* Task brief *
Go through the data below and return each line where the string "钱湖南路" occurs.

Collected data entries:
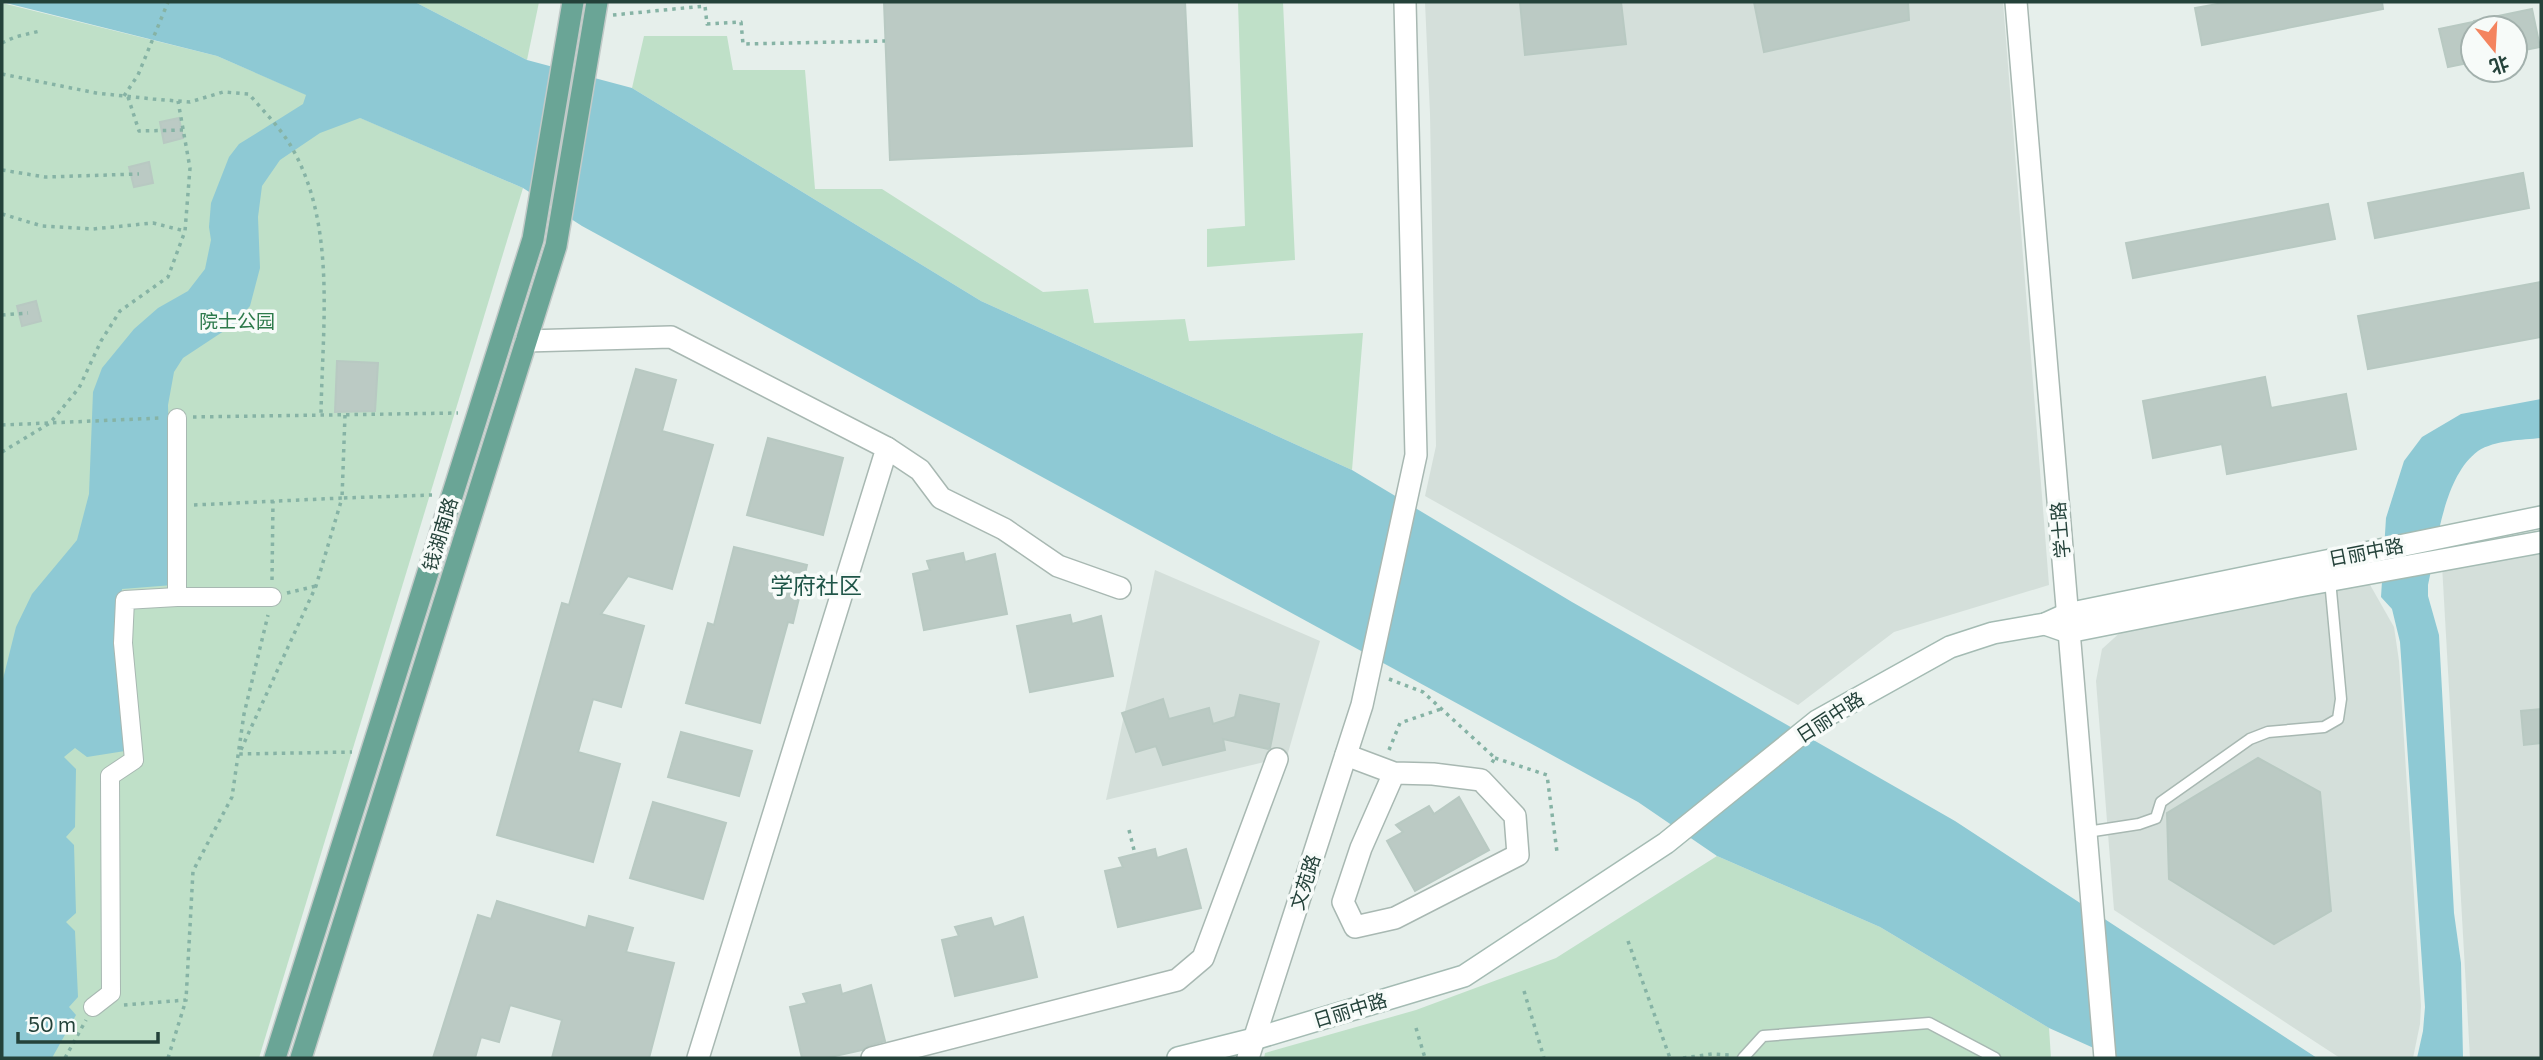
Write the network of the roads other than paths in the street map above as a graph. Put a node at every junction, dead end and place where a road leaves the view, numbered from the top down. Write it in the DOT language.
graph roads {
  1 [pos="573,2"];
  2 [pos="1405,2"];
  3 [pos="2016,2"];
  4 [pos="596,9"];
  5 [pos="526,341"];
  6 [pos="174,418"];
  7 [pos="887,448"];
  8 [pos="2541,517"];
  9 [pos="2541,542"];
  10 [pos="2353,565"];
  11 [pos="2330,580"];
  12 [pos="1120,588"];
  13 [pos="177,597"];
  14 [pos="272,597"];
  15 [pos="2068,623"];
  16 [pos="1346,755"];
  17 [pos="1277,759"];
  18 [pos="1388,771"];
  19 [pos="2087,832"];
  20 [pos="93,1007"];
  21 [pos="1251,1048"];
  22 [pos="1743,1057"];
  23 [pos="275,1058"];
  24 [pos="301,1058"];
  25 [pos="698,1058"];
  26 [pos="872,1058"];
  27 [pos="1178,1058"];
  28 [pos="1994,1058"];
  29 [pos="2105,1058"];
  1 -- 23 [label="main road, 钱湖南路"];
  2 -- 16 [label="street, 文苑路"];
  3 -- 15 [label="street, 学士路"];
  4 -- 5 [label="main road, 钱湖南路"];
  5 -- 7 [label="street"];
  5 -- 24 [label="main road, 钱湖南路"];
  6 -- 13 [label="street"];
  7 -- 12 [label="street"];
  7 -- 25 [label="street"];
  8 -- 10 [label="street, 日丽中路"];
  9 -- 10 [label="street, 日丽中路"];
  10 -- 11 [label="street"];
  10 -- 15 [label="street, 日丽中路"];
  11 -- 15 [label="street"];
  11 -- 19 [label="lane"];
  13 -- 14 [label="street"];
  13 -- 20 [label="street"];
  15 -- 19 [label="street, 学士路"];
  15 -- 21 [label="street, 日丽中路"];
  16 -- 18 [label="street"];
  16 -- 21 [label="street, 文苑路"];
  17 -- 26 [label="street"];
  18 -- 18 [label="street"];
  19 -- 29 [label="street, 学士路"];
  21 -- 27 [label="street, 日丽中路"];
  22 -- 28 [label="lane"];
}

---

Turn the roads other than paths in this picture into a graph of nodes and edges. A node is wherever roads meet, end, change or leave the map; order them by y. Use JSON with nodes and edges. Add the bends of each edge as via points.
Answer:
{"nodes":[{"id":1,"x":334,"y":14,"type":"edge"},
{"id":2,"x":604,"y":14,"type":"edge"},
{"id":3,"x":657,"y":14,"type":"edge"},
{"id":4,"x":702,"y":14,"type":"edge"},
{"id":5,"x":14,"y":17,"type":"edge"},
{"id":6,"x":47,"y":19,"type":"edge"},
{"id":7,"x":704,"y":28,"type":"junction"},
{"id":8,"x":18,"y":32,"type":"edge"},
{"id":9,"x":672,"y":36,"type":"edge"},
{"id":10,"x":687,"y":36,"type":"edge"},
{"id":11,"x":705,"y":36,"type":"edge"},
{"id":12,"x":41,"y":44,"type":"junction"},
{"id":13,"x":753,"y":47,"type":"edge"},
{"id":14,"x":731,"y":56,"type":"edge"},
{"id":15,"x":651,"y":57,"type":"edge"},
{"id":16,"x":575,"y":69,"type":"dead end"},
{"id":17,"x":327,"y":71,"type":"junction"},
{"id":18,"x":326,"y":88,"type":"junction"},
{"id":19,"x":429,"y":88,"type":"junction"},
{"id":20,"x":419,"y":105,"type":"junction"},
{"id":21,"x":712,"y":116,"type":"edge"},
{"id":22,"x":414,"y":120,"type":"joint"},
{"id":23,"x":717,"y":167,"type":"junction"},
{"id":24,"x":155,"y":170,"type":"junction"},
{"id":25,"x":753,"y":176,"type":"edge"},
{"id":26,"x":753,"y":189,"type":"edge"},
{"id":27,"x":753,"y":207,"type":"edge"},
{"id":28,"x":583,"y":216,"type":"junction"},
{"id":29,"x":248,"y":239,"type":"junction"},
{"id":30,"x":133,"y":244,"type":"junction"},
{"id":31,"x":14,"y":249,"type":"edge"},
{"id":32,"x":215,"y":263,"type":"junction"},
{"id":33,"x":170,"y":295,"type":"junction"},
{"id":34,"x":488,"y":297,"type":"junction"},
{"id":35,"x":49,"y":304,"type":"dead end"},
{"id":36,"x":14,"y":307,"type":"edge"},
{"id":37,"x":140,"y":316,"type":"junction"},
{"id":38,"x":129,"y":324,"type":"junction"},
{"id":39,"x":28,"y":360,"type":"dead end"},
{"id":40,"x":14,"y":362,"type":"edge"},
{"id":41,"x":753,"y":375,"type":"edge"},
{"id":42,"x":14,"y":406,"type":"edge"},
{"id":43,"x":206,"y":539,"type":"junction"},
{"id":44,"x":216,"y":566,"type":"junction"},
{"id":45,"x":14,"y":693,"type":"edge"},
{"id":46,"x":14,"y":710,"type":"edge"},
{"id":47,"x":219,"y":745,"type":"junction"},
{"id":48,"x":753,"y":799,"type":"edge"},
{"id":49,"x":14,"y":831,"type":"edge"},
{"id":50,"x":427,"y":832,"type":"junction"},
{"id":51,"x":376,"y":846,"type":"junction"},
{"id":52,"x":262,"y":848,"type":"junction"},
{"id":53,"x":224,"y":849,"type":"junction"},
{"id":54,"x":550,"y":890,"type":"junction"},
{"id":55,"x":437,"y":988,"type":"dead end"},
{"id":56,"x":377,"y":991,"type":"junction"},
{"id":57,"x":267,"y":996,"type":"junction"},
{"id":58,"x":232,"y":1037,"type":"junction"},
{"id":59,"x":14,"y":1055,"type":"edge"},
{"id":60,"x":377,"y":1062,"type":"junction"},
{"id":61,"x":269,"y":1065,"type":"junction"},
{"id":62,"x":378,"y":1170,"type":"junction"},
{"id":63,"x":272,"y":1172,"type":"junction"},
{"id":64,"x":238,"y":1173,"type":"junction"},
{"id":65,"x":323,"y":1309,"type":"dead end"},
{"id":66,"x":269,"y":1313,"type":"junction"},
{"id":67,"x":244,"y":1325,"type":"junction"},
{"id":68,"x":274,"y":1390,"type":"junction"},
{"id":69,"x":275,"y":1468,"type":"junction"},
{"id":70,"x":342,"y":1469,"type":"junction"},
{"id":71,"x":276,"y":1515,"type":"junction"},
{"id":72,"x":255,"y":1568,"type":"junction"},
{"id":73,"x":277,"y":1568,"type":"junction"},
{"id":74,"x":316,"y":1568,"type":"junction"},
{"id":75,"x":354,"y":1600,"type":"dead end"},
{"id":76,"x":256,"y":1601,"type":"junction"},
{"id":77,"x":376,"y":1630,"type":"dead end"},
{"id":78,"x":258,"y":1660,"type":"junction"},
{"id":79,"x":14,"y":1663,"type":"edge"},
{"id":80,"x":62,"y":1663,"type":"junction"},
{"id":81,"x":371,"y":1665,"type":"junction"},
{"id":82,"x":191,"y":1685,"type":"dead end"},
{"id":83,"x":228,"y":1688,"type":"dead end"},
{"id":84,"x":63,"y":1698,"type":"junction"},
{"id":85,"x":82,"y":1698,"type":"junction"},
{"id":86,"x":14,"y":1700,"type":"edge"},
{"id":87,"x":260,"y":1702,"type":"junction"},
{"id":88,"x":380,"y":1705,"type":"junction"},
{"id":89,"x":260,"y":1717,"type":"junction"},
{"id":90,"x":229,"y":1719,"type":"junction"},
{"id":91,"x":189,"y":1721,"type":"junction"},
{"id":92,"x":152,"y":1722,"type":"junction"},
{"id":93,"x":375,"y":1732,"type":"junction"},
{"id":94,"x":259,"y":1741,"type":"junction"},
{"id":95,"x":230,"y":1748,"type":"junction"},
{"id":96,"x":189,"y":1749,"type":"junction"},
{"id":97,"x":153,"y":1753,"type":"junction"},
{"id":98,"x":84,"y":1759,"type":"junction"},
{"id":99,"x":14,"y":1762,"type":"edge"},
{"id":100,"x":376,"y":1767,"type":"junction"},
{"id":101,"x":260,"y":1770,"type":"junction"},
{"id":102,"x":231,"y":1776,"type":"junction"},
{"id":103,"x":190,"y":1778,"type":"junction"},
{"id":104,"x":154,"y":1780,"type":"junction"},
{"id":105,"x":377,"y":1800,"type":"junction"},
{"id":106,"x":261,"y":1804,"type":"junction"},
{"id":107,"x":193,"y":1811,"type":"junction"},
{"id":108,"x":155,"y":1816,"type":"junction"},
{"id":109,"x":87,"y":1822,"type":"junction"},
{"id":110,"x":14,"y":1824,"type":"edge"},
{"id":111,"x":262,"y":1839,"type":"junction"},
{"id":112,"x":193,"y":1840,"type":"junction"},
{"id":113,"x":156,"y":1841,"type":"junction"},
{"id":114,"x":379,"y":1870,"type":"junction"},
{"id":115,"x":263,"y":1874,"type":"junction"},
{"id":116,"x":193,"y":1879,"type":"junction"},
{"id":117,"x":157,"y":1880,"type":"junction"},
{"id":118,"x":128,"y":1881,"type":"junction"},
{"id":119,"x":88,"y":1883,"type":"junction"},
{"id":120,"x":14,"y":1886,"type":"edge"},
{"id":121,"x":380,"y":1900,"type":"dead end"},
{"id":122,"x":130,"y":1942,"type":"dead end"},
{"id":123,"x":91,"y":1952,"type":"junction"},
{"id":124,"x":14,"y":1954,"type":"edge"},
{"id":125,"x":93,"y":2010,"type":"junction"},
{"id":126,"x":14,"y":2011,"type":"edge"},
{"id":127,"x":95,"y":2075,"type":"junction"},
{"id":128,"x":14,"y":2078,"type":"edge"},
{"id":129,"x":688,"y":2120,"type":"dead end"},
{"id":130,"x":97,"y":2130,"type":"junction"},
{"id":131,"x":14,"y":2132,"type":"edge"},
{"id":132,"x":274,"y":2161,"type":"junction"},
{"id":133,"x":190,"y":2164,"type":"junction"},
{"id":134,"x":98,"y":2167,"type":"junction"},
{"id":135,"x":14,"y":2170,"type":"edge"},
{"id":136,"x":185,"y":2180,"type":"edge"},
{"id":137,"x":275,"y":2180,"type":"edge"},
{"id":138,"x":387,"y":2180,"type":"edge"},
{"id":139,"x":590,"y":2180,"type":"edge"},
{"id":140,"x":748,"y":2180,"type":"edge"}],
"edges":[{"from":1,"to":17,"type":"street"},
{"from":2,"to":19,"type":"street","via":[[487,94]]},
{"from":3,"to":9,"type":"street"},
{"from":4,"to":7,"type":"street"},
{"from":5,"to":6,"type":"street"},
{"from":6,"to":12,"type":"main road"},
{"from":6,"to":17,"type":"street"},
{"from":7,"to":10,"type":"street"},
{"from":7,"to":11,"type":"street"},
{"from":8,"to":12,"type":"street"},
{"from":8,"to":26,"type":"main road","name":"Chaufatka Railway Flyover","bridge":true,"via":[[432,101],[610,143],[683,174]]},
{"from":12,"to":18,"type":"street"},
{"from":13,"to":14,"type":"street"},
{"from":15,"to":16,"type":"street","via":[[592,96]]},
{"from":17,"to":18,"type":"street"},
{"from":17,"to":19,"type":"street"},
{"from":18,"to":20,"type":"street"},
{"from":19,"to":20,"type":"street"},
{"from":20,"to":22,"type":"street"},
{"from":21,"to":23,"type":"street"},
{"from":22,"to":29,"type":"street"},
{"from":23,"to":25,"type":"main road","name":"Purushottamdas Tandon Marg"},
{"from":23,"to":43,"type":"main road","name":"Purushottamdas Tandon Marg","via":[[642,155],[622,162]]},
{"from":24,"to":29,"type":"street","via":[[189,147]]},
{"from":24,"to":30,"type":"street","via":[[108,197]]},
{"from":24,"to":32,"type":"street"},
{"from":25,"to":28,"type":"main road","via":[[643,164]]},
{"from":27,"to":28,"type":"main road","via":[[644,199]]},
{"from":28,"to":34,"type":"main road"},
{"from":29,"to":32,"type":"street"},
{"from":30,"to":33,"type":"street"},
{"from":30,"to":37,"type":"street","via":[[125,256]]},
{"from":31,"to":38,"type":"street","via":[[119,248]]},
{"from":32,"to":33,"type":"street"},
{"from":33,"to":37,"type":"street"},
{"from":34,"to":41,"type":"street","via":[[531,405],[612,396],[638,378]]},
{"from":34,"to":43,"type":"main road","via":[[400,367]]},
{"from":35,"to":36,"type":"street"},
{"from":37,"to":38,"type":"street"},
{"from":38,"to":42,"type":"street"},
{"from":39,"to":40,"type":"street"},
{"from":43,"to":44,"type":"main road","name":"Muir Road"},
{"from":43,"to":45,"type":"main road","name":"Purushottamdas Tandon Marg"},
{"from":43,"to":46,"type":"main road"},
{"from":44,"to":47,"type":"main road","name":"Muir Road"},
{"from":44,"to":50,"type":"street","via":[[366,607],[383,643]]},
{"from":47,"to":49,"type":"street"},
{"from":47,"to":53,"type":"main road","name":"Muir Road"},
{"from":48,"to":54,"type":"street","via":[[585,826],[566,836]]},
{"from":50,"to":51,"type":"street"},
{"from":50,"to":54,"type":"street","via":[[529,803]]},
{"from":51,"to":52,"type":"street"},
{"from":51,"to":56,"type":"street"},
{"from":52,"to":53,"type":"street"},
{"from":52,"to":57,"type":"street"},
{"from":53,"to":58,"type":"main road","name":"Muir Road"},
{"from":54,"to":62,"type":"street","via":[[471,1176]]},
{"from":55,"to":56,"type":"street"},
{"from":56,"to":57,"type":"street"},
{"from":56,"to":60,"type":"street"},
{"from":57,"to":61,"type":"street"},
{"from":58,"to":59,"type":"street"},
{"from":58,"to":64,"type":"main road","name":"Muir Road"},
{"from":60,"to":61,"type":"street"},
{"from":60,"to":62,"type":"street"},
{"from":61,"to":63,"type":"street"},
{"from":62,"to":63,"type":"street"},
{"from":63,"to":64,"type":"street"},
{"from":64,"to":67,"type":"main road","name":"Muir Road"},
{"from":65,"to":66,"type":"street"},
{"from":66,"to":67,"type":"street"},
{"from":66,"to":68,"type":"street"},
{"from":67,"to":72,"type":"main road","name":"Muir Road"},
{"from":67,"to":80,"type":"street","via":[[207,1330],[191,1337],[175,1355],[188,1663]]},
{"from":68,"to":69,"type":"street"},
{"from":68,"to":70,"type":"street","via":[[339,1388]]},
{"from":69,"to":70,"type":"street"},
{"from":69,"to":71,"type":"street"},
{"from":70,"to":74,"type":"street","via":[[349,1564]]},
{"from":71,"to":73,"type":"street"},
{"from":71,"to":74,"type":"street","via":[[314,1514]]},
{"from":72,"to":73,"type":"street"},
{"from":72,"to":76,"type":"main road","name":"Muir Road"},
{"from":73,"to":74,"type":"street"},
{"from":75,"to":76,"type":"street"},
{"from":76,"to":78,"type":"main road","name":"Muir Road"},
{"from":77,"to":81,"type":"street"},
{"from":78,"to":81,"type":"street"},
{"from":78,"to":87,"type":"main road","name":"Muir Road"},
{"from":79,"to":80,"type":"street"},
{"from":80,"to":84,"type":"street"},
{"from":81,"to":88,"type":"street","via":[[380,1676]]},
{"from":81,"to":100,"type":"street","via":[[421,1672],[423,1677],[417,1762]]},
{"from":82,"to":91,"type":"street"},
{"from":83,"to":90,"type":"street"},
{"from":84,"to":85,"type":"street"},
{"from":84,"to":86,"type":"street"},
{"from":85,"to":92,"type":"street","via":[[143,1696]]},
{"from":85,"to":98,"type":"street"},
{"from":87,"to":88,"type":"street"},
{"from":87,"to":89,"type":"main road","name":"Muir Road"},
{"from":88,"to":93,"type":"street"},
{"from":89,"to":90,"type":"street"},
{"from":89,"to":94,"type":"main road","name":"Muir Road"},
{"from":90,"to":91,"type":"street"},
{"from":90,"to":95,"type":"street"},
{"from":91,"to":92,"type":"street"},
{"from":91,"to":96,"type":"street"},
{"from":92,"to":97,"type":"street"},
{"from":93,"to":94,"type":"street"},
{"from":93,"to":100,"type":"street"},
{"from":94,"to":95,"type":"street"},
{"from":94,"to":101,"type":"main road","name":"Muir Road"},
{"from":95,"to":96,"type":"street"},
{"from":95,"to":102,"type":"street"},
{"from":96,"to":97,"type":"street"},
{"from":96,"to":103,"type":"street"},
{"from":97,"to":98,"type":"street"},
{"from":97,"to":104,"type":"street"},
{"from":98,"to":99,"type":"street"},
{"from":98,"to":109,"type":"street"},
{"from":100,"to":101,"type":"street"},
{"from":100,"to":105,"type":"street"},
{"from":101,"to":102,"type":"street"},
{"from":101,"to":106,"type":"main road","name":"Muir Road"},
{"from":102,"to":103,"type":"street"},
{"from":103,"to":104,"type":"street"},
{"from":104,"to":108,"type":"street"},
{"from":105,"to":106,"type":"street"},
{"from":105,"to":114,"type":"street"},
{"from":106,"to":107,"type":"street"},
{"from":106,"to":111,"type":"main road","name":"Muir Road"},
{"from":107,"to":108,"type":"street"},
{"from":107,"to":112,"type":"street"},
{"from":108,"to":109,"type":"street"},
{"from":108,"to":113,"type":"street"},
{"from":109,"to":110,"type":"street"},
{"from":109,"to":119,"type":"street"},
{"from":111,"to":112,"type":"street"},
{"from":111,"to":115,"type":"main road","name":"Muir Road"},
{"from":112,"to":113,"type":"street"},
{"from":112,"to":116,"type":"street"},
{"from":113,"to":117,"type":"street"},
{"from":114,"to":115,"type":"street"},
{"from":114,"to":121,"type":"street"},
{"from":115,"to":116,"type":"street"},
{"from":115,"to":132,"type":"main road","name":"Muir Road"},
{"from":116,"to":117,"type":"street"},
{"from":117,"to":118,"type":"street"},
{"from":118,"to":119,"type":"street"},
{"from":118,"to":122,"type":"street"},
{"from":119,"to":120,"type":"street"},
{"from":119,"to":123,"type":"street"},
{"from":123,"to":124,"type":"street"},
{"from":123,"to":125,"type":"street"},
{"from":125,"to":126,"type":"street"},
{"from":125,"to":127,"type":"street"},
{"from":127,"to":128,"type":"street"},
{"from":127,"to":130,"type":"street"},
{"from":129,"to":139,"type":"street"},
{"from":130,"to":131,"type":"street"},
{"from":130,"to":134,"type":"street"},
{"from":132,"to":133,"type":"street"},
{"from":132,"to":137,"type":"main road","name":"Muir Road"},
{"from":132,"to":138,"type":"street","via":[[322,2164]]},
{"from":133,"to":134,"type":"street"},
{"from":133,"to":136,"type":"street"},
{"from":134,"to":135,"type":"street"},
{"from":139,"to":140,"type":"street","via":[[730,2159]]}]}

* Task output *
  1 -- 23 [label="main road, 钱湖南路"];
  4 -- 5 [label="main road, 钱湖南路"];
  5 -- 24 [label="main road, 钱湖南路"];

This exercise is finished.